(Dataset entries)
================

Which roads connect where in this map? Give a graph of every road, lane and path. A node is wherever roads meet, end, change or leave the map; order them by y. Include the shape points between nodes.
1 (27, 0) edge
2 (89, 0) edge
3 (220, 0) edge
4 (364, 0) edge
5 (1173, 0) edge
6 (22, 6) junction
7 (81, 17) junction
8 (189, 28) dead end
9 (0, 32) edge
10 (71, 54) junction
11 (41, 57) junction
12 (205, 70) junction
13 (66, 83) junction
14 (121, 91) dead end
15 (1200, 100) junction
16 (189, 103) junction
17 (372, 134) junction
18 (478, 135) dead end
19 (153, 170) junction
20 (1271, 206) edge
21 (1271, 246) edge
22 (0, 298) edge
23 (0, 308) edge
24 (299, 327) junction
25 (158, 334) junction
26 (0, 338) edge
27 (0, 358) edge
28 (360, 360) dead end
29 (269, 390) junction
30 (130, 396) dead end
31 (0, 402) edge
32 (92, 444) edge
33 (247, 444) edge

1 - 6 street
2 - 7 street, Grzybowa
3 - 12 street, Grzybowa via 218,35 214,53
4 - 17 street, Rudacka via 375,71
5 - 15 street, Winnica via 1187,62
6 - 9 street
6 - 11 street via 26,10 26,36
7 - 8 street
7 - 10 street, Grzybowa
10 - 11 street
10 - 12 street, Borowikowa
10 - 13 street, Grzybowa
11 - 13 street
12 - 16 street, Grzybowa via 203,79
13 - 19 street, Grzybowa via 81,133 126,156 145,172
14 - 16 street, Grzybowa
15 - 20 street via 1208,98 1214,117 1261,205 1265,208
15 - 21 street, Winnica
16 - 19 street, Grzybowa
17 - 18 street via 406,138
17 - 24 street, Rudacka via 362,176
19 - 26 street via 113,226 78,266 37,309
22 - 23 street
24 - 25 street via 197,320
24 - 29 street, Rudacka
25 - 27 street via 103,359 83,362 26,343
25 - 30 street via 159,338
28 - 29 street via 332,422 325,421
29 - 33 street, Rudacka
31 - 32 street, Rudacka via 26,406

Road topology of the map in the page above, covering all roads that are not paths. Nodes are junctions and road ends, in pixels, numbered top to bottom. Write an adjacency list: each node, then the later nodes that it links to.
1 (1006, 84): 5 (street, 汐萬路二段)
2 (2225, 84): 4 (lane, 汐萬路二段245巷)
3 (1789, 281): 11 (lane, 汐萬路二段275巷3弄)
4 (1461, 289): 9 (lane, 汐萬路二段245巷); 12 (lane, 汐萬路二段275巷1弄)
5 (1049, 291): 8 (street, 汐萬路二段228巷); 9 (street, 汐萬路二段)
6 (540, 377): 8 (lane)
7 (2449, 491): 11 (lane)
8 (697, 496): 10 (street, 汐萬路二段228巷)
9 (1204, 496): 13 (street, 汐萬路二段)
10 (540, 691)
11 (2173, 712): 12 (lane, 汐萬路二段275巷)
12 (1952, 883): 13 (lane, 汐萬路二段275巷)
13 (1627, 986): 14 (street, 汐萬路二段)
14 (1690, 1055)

================

### [Work to complete]
The data above needs to be given again exactly, with no line left out.

### [Solution to this problem]
Which roads connect where in this map? Give a graph of every road, lane and path. A node is wherever roads meet, end, change or leave the map; order them by y. Include the shape points between nodes.
1 (27, 0) edge
2 (89, 0) edge
3 (220, 0) edge
4 (364, 0) edge
5 (1173, 0) edge
6 (22, 6) junction
7 (81, 17) junction
8 (189, 28) dead end
9 (0, 32) edge
10 (71, 54) junction
11 (41, 57) junction
12 (205, 70) junction
13 (66, 83) junction
14 (121, 91) dead end
15 (1200, 100) junction
16 (189, 103) junction
17 (372, 134) junction
18 (478, 135) dead end
19 (153, 170) junction
20 (1271, 206) edge
21 (1271, 246) edge
22 (0, 298) edge
23 (0, 308) edge
24 (299, 327) junction
25 (158, 334) junction
26 (0, 338) edge
27 (0, 358) edge
28 (360, 360) dead end
29 (269, 390) junction
30 (130, 396) dead end
31 (0, 402) edge
32 (92, 444) edge
33 (247, 444) edge

1 - 6 street
2 - 7 street, Grzybowa
3 - 12 street, Grzybowa via 218,35 214,53
4 - 17 street, Rudacka via 375,71
5 - 15 street, Winnica via 1187,62
6 - 9 street
6 - 11 street via 26,10 26,36
7 - 8 street
7 - 10 street, Grzybowa
10 - 11 street
10 - 12 street, Borowikowa
10 - 13 street, Grzybowa
11 - 13 street
12 - 16 street, Grzybowa via 203,79
13 - 19 street, Grzybowa via 81,133 126,156 145,172
14 - 16 street, Grzybowa
15 - 20 street via 1208,98 1214,117 1261,205 1265,208
15 - 21 street, Winnica
16 - 19 street, Grzybowa
17 - 18 street via 406,138
17 - 24 street, Rudacka via 362,176
19 - 26 street via 113,226 78,266 37,309
22 - 23 street
24 - 25 street via 197,320
24 - 29 street, Rudacka
25 - 27 street via 103,359 83,362 26,343
25 - 30 street via 159,338
28 - 29 street via 332,422 325,421
29 - 33 street, Rudacka
31 - 32 street, Rudacka via 26,406

Road topology of the map in the page above, covering all roads that are not paths. Nodes are junctions and road ends, in pixels, numbered top to bottom. Write an adjacency list: each node, then the later nodes that it links to.
1 (1006, 84): 5 (street, 汐萬路二段)
2 (2225, 84): 4 (lane, 汐萬路二段245巷)
3 (1789, 281): 11 (lane, 汐萬路二段275巷3弄)
4 (1461, 289): 9 (lane, 汐萬路二段245巷); 12 (lane, 汐萬路二段275巷1弄)
5 (1049, 291): 8 (street, 汐萬路二段228巷); 9 (street, 汐萬路二段)
6 (540, 377): 8 (lane)
7 (2449, 491): 11 (lane)
8 (697, 496): 10 (street, 汐萬路二段228巷)
9 (1204, 496): 13 (street, 汐萬路二段)
10 (540, 691)
11 (2173, 712): 12 (lane, 汐萬路二段275巷)
12 (1952, 883): 13 (lane, 汐萬路二段275巷)
13 (1627, 986): 14 (street, 汐萬路二段)
14 (1690, 1055)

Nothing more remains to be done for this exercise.